» **Instructions for the task**
Scan the material below and copy every line holding the word "dead".
****************************************
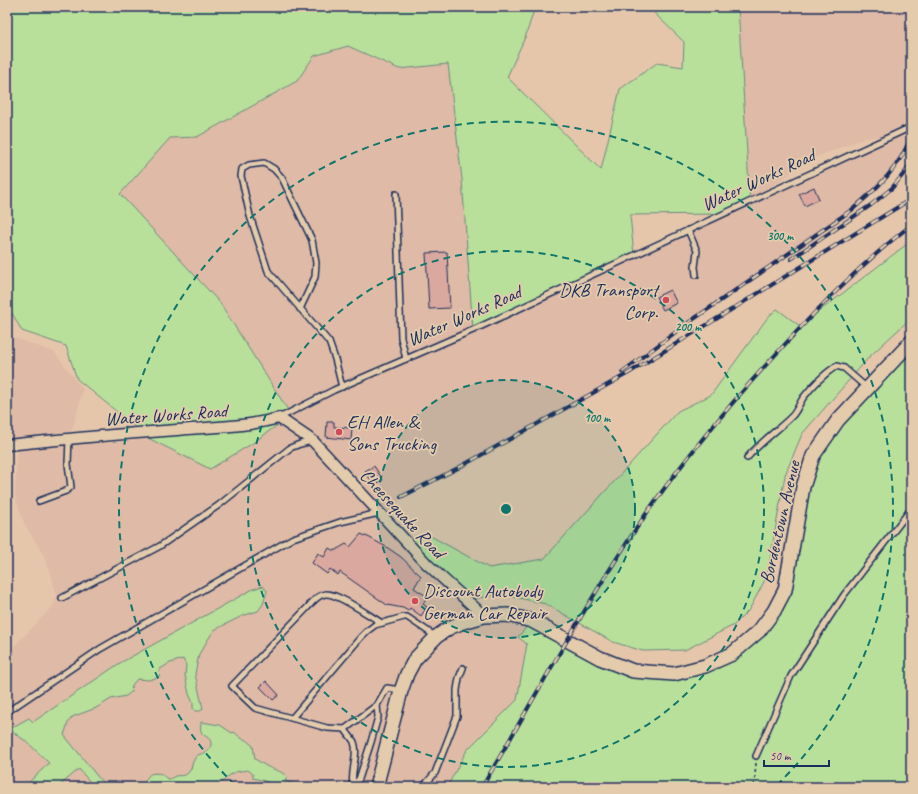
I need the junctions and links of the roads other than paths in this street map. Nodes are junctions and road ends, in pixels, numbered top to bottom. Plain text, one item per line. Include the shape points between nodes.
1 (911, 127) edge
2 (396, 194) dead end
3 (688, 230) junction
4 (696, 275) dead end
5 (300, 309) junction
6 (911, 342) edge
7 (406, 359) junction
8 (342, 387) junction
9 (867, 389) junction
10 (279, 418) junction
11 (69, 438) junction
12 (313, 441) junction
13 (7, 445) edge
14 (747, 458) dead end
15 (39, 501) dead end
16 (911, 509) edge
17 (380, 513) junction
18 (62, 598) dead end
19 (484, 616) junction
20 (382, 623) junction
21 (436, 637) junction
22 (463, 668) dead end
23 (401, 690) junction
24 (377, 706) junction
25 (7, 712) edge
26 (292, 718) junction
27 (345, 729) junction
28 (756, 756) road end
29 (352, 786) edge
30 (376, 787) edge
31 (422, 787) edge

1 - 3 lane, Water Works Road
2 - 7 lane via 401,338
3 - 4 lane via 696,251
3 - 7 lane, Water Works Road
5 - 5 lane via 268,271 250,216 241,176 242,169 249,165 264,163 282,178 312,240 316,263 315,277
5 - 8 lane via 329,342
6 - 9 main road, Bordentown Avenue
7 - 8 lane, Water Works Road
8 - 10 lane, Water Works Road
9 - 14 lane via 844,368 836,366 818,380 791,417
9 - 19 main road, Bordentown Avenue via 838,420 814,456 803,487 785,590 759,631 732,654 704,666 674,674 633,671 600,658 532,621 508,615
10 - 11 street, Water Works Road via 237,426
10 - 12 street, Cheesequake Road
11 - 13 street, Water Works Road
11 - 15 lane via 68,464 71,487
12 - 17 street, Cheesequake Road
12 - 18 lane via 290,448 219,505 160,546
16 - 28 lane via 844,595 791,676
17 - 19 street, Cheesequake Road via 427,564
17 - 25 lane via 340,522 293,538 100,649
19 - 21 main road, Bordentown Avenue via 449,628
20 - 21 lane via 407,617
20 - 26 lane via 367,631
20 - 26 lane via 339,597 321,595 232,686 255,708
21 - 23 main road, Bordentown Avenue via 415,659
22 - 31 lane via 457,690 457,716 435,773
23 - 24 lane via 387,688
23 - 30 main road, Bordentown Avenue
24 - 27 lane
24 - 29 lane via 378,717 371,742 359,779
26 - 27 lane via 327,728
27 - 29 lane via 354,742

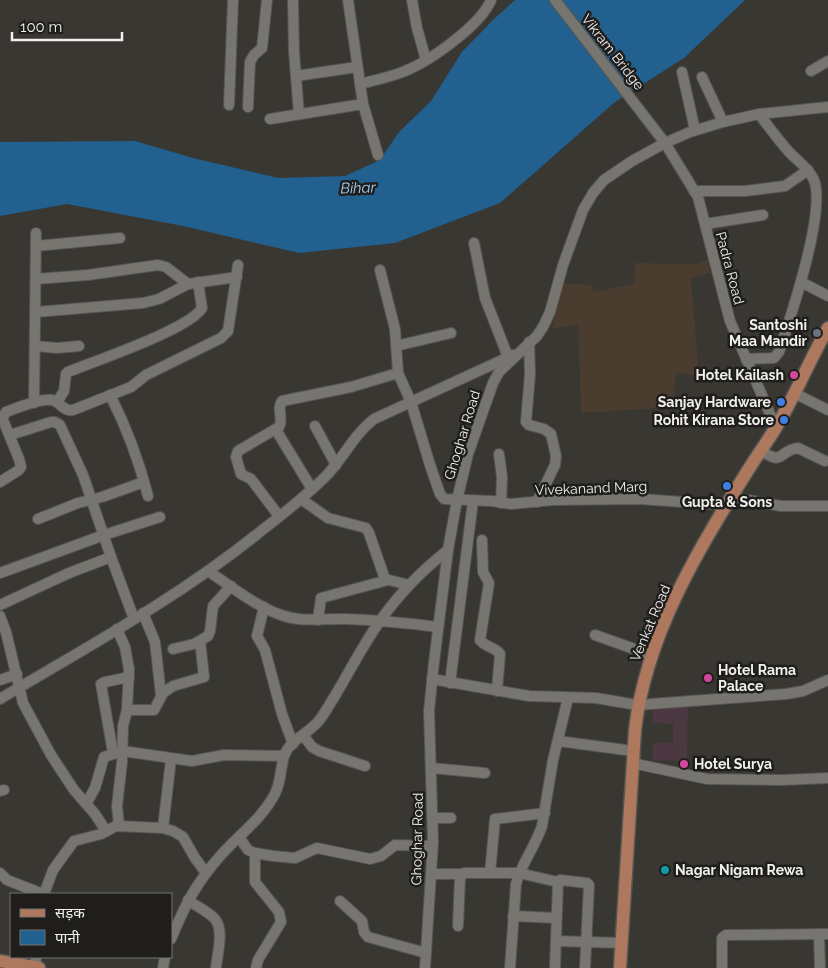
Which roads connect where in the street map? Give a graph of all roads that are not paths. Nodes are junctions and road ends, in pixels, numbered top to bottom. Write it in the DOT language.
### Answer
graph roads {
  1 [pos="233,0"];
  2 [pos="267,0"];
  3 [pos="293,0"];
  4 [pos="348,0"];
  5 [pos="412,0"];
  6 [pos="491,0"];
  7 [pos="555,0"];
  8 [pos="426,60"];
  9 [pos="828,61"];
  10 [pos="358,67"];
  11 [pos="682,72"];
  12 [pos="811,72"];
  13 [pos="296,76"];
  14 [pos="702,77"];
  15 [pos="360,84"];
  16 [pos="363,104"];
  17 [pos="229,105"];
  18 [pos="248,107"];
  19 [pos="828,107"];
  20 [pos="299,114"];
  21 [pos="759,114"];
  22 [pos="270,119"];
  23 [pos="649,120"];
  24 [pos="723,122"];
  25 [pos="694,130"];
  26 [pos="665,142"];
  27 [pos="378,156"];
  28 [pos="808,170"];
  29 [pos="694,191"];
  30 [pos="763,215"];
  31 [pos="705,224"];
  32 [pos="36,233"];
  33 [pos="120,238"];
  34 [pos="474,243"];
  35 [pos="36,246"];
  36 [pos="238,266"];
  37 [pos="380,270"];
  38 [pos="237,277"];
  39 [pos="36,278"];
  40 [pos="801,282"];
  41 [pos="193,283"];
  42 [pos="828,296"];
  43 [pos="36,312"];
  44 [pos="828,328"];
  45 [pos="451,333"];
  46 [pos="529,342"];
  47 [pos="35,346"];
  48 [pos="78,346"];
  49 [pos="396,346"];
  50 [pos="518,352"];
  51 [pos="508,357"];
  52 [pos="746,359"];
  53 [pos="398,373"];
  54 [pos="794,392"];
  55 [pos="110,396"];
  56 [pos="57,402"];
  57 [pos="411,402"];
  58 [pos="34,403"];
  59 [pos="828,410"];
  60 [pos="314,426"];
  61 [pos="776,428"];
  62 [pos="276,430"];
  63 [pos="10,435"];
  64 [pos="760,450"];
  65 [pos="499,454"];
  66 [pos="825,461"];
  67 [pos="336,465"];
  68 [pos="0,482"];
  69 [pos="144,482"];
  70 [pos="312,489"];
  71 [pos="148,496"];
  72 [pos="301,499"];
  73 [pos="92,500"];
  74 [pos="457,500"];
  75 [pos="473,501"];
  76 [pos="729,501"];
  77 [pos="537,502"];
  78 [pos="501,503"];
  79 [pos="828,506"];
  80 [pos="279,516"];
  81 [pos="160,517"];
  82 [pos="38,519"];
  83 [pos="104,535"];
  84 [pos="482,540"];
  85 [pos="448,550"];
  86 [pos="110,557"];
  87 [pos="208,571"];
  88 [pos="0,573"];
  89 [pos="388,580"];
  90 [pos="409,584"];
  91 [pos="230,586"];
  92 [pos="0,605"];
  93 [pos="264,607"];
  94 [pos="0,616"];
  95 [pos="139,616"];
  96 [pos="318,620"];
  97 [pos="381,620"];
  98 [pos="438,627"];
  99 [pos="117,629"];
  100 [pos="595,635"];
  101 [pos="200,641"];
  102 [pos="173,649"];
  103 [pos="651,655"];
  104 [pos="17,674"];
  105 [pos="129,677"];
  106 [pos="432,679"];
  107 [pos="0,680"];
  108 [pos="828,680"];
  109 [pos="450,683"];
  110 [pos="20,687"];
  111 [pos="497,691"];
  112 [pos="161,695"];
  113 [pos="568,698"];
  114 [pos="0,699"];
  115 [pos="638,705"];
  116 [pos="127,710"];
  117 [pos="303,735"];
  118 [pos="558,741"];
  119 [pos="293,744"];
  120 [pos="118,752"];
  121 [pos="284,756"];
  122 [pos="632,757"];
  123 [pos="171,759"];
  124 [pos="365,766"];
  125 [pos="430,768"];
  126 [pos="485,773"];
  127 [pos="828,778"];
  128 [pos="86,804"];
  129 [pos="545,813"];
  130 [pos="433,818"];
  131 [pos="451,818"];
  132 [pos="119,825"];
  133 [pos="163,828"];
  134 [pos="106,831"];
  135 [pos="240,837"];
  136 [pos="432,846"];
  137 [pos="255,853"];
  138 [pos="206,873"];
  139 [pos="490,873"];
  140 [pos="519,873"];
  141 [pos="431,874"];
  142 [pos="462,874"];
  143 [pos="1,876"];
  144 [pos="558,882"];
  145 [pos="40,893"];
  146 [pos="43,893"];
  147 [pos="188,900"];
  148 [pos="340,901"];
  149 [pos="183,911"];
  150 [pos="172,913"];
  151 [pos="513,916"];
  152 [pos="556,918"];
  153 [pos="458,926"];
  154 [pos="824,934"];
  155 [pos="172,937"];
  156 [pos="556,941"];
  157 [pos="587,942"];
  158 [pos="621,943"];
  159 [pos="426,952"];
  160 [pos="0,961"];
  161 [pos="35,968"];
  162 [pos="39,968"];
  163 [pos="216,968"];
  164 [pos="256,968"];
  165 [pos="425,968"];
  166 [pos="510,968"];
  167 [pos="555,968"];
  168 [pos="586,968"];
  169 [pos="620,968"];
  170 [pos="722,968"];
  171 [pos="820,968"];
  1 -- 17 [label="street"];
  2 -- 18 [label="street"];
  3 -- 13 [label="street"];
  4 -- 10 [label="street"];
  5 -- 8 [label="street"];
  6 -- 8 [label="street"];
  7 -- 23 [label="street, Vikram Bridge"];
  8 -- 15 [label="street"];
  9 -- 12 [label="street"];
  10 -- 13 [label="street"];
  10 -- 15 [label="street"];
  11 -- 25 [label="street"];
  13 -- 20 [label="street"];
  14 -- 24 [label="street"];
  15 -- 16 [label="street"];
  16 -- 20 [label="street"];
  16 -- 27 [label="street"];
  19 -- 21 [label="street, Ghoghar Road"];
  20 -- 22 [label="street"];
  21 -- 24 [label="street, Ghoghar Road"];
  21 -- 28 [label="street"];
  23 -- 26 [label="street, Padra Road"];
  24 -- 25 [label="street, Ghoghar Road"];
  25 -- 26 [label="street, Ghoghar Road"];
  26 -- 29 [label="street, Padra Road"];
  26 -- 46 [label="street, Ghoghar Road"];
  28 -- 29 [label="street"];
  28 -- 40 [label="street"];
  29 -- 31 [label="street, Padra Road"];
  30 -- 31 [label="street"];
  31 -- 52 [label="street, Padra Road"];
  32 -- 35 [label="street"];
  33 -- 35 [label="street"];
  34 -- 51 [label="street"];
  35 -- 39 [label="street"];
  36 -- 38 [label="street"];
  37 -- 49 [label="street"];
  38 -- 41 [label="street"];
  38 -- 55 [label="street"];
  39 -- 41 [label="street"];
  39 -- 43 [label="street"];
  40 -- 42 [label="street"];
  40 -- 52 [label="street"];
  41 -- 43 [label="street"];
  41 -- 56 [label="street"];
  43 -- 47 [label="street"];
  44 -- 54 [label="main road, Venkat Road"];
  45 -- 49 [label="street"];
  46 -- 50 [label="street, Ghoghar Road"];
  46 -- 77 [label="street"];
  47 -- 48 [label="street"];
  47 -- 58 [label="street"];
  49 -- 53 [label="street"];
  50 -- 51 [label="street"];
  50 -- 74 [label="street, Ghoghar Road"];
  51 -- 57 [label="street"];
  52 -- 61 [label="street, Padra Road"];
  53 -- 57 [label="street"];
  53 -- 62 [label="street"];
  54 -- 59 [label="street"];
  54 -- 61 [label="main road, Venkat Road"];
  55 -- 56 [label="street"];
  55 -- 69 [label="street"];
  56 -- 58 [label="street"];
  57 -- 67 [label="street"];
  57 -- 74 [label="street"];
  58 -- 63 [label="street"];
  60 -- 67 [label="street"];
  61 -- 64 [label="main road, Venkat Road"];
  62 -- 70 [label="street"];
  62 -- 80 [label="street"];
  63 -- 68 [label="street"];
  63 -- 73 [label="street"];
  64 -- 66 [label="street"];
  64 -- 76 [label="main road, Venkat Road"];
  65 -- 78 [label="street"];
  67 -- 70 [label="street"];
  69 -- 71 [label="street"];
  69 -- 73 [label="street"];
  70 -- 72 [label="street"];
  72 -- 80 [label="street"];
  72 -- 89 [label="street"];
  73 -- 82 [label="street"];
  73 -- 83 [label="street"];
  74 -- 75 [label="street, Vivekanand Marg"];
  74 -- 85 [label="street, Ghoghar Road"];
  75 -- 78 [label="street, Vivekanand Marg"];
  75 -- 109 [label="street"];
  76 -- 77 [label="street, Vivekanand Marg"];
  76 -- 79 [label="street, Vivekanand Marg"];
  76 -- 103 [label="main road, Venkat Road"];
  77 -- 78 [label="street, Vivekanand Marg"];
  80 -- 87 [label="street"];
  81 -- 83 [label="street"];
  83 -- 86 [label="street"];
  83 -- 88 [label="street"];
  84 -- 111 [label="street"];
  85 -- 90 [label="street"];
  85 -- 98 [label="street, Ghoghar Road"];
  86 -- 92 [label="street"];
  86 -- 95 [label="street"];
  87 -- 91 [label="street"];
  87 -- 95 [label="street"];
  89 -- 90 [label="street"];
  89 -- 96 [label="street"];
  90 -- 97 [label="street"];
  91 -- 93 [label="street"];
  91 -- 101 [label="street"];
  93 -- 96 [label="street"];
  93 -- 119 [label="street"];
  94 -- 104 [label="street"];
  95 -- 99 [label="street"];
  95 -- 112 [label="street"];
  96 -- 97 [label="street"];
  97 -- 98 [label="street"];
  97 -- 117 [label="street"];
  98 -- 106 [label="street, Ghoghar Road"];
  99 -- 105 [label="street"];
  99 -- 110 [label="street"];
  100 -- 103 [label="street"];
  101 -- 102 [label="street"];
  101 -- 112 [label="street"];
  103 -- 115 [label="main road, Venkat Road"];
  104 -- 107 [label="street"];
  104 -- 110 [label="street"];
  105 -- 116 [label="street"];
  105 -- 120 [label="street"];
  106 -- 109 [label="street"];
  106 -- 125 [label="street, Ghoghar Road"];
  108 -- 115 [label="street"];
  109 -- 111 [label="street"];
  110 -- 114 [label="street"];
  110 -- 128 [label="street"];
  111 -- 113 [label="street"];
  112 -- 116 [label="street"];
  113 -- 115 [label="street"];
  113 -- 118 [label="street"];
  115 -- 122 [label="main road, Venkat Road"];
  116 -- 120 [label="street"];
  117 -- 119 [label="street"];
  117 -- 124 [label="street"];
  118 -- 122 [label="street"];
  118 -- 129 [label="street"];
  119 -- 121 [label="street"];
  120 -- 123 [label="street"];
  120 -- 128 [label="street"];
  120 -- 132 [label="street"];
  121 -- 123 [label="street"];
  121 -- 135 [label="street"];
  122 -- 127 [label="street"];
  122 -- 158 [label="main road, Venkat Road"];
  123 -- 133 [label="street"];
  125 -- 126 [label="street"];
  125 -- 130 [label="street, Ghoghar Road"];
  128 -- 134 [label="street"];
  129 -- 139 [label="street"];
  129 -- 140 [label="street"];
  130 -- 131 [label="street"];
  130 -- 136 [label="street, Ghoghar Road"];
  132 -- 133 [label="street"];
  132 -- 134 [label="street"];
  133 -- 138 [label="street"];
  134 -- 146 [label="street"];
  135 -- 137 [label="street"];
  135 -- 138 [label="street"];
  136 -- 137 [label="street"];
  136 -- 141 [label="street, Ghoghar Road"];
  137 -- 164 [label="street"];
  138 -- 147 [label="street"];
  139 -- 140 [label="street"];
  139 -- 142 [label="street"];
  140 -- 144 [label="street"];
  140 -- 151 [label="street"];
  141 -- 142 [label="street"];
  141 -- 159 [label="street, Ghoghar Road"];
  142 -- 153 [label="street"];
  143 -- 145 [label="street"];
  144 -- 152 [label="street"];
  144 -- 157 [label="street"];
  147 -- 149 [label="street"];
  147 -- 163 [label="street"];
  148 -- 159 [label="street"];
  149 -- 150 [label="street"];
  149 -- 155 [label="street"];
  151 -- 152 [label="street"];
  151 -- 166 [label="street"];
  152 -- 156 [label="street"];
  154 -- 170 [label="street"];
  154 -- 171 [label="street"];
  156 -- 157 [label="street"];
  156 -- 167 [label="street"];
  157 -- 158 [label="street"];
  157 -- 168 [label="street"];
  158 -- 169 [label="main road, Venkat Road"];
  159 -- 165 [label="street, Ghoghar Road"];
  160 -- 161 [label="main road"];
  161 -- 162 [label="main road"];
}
****************************************
» **Reply to the task**
2 (396, 194) dead end
4 (696, 275) dead end
14 (747, 458) dead end
15 (39, 501) dead end
18 (62, 598) dead end
22 (463, 668) dead end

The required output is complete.